(Stored data entries)
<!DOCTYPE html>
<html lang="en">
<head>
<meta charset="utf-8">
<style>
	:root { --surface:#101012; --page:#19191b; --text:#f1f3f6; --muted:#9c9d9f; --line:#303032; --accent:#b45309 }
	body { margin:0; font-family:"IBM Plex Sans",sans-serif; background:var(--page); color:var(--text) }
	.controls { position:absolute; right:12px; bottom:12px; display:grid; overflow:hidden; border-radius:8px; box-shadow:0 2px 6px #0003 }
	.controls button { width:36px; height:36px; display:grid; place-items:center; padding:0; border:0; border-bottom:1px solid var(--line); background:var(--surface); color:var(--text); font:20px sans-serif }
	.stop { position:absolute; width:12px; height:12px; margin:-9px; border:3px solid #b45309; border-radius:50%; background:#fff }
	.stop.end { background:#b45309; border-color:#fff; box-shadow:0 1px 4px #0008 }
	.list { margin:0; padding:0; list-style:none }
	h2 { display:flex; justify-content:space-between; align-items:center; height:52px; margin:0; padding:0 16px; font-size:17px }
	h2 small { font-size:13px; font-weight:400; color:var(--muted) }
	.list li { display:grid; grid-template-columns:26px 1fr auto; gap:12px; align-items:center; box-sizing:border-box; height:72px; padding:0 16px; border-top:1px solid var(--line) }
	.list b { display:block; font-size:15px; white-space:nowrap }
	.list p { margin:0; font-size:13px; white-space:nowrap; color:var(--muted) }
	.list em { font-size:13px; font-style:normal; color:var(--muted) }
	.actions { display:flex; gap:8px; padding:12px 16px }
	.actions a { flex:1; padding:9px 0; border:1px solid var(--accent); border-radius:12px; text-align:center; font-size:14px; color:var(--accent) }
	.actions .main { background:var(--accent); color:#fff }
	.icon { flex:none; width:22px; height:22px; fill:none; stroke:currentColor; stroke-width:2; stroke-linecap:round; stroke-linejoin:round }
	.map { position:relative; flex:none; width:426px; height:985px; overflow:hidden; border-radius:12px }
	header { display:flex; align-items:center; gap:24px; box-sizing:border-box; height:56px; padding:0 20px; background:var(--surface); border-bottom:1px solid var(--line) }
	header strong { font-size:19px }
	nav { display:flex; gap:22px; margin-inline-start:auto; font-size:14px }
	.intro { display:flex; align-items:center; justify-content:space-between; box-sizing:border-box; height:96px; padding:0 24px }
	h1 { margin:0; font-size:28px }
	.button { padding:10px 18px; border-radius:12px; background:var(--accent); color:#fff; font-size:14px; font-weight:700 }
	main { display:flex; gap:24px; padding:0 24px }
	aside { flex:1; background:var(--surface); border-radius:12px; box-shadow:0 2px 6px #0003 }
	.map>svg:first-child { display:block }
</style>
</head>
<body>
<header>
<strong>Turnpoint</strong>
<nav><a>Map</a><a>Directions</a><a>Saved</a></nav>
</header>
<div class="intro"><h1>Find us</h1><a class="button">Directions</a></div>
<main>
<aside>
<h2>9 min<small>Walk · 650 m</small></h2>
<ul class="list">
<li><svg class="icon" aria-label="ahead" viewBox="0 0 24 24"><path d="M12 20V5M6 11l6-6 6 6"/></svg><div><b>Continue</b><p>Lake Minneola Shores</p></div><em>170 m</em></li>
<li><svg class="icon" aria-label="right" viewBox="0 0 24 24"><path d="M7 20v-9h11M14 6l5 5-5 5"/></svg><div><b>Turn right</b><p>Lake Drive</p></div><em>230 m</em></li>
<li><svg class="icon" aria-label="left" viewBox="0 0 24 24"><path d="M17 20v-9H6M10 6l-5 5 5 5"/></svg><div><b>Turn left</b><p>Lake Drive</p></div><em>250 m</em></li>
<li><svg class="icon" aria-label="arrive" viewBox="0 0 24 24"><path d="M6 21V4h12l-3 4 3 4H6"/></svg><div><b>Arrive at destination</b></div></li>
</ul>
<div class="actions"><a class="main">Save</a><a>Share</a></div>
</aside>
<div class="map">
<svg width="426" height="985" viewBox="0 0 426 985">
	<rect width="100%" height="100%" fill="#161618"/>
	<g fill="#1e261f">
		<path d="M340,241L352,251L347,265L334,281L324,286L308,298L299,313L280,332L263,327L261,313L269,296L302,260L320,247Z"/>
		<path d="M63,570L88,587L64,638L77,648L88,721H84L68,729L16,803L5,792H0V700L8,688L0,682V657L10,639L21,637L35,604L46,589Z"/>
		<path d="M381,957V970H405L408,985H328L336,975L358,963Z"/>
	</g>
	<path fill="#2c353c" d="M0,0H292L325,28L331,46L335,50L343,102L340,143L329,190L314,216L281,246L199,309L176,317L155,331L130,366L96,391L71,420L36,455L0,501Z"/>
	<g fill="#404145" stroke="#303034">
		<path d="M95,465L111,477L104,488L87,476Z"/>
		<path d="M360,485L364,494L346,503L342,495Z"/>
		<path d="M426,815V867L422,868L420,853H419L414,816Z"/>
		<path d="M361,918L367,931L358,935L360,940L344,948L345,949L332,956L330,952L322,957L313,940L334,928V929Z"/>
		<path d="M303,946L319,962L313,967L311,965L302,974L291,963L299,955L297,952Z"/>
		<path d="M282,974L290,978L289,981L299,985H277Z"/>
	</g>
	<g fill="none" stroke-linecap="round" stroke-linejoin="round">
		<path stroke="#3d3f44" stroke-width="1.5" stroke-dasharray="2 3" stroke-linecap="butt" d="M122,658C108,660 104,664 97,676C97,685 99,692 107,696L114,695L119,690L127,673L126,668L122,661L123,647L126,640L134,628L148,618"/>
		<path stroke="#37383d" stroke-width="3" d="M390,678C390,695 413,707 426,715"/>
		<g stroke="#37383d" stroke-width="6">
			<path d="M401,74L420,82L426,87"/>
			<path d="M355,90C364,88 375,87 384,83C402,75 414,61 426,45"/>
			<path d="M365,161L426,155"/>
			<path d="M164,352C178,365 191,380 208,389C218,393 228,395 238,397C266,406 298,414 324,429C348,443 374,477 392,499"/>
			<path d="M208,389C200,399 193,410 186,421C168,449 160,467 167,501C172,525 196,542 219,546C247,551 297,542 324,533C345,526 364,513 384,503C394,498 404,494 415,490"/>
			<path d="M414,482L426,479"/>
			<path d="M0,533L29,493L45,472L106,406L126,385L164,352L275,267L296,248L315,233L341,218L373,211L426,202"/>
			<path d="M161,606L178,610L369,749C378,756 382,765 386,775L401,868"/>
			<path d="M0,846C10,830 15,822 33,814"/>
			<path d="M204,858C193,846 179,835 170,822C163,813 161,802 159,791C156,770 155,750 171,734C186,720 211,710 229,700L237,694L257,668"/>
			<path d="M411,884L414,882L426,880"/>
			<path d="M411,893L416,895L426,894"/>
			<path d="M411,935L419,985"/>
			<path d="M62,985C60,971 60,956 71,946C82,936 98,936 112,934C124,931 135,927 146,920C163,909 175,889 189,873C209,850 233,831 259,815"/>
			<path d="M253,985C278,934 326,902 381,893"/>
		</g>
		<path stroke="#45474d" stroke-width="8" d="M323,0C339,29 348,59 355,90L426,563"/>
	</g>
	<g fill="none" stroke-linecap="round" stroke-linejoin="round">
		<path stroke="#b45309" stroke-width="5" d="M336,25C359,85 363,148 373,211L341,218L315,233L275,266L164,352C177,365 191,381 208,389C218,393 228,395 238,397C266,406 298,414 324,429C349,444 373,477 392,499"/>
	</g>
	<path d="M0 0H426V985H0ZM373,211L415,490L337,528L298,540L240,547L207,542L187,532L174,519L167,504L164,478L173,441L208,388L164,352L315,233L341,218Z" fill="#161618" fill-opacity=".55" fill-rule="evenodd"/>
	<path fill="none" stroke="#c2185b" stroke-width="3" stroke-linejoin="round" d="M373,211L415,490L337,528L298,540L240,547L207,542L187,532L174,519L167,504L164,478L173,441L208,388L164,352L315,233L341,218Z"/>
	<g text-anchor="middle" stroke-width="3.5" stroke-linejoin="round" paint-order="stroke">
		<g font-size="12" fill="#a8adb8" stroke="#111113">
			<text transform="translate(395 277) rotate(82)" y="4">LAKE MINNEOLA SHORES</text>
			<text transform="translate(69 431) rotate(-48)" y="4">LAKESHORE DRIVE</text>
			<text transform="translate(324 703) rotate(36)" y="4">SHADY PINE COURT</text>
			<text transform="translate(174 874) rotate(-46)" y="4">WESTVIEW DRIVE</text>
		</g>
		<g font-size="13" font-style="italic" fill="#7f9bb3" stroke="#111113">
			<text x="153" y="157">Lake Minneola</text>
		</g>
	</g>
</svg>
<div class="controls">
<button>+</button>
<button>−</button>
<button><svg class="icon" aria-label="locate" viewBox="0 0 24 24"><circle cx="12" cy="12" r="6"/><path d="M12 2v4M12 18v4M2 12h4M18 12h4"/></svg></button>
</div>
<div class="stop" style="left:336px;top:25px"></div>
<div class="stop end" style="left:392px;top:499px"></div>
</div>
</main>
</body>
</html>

...

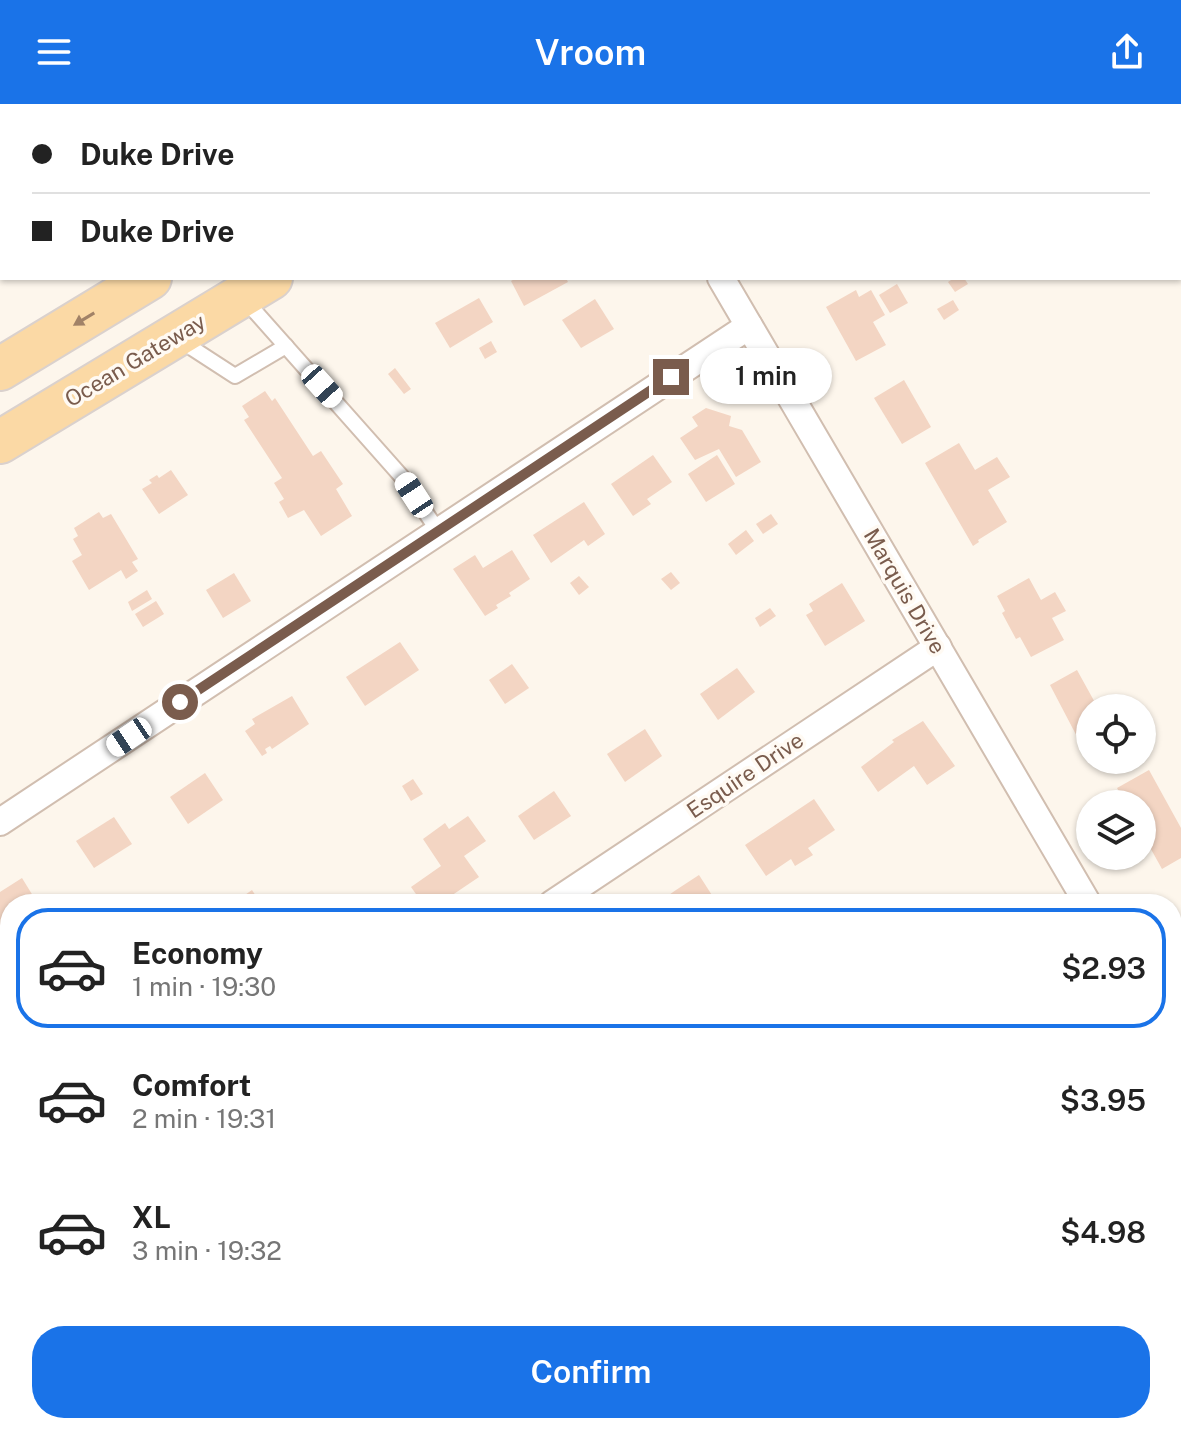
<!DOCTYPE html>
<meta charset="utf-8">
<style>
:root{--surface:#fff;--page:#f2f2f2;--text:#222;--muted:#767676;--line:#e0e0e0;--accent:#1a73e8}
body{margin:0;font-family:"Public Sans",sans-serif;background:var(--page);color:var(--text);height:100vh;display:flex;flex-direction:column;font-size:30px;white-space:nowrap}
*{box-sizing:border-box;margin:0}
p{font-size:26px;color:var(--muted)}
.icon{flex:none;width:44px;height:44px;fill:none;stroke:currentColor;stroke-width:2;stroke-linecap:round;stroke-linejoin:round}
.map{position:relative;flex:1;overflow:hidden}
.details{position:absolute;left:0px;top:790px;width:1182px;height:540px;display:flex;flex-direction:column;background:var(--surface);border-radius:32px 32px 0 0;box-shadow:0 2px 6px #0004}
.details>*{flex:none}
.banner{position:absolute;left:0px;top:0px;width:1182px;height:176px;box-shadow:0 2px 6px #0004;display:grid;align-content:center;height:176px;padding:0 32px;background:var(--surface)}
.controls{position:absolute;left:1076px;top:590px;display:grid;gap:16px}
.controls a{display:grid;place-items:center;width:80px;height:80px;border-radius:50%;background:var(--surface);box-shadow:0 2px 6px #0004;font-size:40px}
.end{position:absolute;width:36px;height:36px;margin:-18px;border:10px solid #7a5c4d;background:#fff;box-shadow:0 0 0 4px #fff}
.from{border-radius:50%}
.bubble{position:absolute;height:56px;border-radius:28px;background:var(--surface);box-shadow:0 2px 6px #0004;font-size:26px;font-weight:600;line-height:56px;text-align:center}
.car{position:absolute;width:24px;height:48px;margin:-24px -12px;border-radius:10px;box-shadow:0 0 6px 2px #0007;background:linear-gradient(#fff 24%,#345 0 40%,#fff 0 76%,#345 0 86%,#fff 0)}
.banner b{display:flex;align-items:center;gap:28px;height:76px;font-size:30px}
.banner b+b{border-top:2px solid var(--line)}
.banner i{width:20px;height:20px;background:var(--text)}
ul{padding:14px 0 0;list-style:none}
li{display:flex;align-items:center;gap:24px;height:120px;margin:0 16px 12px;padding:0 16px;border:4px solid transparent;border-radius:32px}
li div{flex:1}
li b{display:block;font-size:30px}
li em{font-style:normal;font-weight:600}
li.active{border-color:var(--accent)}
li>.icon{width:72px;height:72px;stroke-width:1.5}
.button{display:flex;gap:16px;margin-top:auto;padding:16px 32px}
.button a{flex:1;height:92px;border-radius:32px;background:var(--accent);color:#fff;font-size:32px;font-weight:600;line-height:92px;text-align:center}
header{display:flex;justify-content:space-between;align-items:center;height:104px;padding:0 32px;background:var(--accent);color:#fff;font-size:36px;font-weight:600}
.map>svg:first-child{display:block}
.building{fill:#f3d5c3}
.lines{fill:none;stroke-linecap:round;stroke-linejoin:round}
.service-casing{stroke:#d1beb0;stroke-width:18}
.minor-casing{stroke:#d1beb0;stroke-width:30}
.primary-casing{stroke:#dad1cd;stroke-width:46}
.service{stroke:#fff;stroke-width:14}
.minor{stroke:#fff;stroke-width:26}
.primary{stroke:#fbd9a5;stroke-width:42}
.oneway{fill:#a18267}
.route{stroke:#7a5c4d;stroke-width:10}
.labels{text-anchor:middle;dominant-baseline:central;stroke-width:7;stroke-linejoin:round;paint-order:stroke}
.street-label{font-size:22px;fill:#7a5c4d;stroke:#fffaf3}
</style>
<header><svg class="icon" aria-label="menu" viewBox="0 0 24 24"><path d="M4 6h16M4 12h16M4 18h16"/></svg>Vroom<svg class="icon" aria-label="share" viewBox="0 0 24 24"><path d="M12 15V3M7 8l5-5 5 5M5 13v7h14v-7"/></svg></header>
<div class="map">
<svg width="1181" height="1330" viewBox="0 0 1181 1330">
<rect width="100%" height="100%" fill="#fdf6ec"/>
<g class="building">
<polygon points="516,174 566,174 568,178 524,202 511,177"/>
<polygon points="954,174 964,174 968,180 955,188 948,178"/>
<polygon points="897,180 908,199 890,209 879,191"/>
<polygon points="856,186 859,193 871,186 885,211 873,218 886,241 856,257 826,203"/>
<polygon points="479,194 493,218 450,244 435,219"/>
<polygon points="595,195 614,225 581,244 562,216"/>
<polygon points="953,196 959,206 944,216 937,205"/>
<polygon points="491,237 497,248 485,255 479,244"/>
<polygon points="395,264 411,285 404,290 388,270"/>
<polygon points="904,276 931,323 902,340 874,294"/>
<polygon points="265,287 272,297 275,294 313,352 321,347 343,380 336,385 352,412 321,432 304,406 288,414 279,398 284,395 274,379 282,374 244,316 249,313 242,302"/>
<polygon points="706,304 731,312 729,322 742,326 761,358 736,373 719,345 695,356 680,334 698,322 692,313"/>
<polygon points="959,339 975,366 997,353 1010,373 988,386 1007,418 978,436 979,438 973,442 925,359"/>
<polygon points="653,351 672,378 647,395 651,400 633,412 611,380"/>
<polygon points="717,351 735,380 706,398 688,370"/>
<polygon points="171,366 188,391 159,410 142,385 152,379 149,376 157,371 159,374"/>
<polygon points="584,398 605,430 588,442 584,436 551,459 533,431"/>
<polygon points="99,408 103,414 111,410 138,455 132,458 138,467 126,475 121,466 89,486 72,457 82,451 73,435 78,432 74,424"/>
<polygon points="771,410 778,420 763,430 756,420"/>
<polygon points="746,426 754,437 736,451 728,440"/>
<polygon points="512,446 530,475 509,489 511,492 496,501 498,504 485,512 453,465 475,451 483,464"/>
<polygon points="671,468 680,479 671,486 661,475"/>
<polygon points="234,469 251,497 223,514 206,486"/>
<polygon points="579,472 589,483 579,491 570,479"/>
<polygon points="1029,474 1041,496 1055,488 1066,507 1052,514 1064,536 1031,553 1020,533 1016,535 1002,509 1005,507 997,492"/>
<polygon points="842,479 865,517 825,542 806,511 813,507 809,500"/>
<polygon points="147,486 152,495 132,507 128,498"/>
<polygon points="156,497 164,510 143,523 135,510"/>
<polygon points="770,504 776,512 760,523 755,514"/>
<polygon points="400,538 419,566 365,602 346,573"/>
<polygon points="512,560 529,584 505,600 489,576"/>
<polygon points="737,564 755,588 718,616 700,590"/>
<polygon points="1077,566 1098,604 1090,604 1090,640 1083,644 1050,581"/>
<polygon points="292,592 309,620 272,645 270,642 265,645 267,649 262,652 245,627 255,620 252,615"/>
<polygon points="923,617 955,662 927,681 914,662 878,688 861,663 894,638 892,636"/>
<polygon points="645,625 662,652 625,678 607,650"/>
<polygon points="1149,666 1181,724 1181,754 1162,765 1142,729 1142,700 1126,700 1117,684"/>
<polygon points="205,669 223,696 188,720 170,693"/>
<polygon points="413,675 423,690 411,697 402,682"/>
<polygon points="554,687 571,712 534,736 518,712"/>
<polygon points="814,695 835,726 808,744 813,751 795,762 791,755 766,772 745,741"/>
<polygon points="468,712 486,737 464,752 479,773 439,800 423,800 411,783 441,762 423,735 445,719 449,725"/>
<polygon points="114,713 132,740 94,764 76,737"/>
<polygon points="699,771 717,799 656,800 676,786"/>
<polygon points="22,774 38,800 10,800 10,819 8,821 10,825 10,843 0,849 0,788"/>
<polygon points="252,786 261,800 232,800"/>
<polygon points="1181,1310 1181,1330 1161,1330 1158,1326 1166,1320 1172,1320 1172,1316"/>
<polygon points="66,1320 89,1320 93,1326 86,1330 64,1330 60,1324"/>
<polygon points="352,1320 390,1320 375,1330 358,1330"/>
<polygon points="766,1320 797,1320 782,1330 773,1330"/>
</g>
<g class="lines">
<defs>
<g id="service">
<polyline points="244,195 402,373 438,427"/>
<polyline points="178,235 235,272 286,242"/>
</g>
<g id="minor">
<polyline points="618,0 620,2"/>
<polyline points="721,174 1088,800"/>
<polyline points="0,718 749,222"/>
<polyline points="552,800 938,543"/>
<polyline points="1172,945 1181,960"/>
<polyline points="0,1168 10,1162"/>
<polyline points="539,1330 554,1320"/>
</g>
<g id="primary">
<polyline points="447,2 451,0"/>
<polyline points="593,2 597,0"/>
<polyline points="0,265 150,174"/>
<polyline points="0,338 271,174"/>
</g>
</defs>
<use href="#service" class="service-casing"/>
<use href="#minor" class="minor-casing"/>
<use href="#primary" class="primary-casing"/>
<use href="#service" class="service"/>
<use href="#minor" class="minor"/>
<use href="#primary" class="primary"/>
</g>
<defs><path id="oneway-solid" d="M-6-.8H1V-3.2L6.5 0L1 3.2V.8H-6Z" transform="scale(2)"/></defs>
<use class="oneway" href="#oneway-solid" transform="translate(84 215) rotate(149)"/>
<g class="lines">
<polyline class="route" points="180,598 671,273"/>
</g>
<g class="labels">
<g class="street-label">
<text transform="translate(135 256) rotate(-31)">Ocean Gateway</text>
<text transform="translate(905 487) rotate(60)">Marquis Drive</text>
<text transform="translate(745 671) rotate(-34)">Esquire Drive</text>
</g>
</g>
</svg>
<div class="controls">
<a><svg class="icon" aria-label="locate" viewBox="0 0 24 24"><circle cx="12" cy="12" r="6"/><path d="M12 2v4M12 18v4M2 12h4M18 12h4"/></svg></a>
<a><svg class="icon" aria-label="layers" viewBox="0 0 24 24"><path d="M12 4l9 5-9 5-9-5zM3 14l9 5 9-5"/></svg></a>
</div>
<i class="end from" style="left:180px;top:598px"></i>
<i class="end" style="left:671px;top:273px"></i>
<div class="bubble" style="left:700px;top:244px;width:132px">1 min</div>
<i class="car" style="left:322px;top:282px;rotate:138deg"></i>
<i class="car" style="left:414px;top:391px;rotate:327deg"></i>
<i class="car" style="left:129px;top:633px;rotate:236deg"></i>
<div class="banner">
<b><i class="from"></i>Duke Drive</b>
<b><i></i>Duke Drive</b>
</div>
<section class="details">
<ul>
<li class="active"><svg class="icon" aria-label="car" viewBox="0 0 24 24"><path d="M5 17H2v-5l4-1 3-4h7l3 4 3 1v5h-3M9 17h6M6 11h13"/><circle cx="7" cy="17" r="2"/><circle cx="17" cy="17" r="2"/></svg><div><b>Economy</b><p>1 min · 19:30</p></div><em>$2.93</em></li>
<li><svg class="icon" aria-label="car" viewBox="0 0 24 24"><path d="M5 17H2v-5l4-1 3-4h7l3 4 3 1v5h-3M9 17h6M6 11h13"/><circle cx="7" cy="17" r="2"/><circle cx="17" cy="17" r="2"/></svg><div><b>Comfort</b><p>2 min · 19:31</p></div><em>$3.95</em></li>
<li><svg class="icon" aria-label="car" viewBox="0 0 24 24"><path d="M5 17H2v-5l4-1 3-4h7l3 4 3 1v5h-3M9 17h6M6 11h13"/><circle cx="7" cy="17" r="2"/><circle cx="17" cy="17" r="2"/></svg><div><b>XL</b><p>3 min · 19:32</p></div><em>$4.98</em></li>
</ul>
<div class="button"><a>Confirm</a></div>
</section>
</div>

> **WHAT YOU WILL DO**:
Tell how many lines of the data contain "Directions". Nothing but the number belongs in the reply.

> **OUTPUT**:
2